Atkins' one-woman show as Ellen Terry, first performed at Chichester in 2012, is a 70-minute acting masterclass. She strides on stage with a shy smile, a slim figure in a timeless blue velvet suit -- trousers, waistcoat and full-length open coat. There's no attempt at an Edwardian look, and an absolute minimum of theatrical aura. The script comes from the lectures which Terry gave on Shakespeare's women after she retired from the stage. In the time available, there's no space for Cleopatra or for the formidable women in the histories; instead she gives a sensitive exploration of Beatrice, Rosalind, Portia, Viola, Ophelia, Desdemona and Juliet. A century ago, before the rise of modern literary criticism (How Many Children Had Lady Macbeth?), it was usual to discuss Shakespeare's characters as if they were real people one met on the omnibus, and Terry's lectures are no exception.
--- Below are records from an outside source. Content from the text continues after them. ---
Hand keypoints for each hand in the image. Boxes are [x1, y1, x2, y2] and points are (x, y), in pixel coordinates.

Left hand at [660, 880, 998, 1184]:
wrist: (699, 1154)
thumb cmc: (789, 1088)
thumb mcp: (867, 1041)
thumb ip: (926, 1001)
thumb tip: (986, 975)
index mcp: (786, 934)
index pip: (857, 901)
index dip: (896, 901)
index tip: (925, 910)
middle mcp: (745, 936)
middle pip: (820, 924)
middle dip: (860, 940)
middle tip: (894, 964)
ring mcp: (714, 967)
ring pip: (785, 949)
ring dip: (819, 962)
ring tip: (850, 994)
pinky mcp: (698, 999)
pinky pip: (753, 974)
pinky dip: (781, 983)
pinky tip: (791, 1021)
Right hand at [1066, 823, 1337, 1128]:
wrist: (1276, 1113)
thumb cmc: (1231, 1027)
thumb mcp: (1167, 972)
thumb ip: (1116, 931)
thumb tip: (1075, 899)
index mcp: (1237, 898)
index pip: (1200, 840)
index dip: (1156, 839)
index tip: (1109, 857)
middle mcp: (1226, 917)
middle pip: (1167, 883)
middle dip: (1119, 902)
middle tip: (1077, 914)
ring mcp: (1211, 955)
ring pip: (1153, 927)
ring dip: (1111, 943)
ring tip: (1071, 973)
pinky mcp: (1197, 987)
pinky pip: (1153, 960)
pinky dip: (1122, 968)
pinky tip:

Nobody knows at this distance in time exactly how Ellen Terry played Shakespeare's female characters, but her insights are quite sharp, on the moral innocence of Desdemona and the chronic fearfulness and anxiety of Ophelia, for example.
It's a multi-layered performance, directed by John Dove, in which Atkins -- who, astonishingly, will be 80 this summer -- gives a series of exquisite cameos. This is not Atkins impersonating Terry, but Atkins herself as Rosalind, as Viola and as Juliet. She's utterly amazing.